Is D.C. Still a Southern Town?

Some say line is shifting

Washington, said the man who became president 50 years ago this week, “is a city of Southern efficiency and Northern charm.” But is it in fact still a Southern town?

On my many carefree crossings into Virginia from D.C. or Maryland, it occasionally crosses my mind that at one point, this was an international border -- and a hostile one. And two centuries after the site of the federal capital was selected in a deal between North and South, and a century and a half after the Civil War, cultural differences persist.

Having spent my first 23 years in New England, I am a bona fide Yankee (though like many Northerners, I despise the team with that name). My wife is a Georgia native who spent much of her childhood in North Carolina. So maybe it makes sense that we wound up in a city that straddles the two regions.

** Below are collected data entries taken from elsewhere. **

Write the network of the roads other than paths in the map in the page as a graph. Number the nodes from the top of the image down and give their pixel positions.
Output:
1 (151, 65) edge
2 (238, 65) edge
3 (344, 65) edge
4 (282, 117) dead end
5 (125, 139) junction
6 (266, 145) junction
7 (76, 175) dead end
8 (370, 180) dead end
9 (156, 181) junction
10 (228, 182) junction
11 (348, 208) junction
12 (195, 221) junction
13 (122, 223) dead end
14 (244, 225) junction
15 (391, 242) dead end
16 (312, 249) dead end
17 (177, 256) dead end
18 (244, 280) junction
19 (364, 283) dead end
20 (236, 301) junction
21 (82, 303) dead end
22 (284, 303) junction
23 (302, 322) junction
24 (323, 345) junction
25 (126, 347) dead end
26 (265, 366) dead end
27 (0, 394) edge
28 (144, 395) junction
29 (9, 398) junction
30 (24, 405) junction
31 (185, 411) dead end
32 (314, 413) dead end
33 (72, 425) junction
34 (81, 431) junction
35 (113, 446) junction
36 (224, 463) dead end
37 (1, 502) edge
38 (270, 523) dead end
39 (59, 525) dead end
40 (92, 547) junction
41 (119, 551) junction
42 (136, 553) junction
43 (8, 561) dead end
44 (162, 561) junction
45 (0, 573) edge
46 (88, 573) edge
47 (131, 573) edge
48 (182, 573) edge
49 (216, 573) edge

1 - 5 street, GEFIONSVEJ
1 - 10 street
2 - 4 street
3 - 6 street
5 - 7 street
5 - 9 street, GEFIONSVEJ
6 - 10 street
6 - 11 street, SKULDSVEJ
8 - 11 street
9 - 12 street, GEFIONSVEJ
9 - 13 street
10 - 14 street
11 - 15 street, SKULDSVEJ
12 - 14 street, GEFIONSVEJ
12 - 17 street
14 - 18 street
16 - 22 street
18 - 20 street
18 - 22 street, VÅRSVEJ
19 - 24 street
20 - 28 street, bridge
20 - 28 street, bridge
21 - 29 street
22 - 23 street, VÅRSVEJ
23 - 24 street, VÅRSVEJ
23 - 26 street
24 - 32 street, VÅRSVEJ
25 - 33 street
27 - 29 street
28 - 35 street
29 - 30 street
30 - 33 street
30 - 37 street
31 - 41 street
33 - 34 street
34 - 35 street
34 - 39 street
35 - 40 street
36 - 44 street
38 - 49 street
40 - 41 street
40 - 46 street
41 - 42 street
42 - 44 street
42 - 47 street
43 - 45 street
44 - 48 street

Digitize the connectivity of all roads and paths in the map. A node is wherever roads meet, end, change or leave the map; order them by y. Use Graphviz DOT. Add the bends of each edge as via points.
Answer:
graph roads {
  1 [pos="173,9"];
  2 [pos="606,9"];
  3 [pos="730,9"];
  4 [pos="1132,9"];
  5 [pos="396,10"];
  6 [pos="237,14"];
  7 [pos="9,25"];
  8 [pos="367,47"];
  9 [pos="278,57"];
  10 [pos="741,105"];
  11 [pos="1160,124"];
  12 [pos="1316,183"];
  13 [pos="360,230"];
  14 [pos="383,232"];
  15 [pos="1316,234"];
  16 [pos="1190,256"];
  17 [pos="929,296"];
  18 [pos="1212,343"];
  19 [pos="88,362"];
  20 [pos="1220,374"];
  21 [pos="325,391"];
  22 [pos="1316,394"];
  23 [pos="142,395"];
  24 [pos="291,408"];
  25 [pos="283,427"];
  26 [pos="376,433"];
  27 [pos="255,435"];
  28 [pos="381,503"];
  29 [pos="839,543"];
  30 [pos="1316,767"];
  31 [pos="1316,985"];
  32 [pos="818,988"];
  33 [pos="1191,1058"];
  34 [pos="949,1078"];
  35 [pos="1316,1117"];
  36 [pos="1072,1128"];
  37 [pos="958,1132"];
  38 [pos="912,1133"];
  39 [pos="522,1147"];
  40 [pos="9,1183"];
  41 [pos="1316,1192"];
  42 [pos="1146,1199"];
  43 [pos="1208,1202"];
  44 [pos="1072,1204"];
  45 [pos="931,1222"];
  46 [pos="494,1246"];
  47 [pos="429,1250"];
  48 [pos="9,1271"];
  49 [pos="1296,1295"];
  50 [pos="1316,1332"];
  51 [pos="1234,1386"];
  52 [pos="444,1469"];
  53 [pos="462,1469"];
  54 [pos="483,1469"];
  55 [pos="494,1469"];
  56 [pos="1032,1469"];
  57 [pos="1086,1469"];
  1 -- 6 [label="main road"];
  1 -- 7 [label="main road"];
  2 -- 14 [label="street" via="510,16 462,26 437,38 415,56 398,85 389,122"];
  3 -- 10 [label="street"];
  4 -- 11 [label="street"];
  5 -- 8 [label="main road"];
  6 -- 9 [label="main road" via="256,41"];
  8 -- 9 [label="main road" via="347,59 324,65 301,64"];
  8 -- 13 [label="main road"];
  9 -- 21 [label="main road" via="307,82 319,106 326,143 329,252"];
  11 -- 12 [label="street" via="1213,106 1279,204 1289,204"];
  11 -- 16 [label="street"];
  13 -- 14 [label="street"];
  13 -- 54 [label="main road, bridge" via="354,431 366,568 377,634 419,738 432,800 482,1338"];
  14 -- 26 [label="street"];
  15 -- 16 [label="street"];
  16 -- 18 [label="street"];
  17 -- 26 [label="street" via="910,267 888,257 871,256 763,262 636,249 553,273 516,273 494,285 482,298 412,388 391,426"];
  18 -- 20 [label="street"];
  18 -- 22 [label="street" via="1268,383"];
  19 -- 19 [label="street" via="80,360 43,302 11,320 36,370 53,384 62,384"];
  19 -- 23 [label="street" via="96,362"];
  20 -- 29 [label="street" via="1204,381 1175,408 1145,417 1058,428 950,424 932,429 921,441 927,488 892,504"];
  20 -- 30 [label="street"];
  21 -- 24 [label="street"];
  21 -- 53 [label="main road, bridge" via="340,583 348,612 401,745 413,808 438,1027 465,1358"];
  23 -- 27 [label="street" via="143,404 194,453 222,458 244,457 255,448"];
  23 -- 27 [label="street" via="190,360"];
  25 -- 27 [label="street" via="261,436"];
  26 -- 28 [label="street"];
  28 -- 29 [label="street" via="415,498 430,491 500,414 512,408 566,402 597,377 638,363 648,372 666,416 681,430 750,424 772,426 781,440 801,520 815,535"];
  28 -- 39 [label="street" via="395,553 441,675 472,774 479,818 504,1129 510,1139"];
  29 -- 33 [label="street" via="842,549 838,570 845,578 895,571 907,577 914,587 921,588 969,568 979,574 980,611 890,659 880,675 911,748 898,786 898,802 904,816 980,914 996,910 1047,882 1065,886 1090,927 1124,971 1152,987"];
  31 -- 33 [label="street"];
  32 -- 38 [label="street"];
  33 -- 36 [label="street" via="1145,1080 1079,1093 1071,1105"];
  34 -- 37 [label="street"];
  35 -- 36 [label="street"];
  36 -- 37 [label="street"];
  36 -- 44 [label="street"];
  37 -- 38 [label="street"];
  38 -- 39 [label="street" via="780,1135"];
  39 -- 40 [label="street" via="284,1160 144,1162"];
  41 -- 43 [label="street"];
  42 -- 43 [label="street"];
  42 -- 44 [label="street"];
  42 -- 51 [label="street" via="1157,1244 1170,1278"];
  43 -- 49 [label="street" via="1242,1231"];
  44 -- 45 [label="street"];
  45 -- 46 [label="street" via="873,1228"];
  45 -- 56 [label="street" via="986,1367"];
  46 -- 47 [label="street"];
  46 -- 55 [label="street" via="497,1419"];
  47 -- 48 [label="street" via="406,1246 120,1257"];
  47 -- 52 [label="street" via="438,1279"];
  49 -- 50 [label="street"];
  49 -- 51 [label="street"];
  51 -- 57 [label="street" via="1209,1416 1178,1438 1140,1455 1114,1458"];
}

But the whole notion of this region’s “Southern-ness” is changing. In this new war of Northern aggression, places like Northern Virginia are becoming, well, Northern, as they become densely populated extensions of the D.C. metropolis. And D.C. itself, once a sleepy and genteel Southern city, these days feels more like New York than New Orleans.

The Washington Post took a look at the shift in its Sunday edition, writing that “the region’s Southern accent is becoming measurably less pronounced, linguists say. The Confederate flag doesn’t fly much in these parts anymore. Korean barbecue has taken its place alongside the Southern pit-cooked variety in many neighborhoods, and the ‘sweet tea line’ that once stretched across Virginia has gotten blurry.”

I asked some friends from all across the country just where “the South” begins today. While a couple of snarky New Yorkers said “Staten Island” and one internationalist said “Panama,” the results were interesting.

A few stuck to the old model, the Mason-Dixon surveying line that is the northern and eastern border of Maryland. Several said “the South” is the 11 states of the old Confederacy. Others had less formal responses:

  • “I call it at Southern Maryland.”
  • “At the Regal Cinemas movie theater on I-66 toward Manassas.”
  • “Frederickburg.”
  • “That tacky store South of the Border.”
  • “First Waffle House on 95.”
  • “Once you’re out of New Jersey, you’re officially in the South.”
  • “As a Yankee, I used to experience Maryland as very Southern in culture. That was a long time ago, though.”
  • “The Potomac.”

“The South in spirit begins where the people there don’t view that as a negative connotation,” a Georgia native told me. “Although it’s sad, that’s getting pushed down farther toward Richmond.”

Someone else similarly said the South begins at “that part of Virginia where you tell them you live in D.C. and they tell you that you are a Northerner.”

Perhaps the definitive answer came from another.

Where does the South begin? “Just below the North.”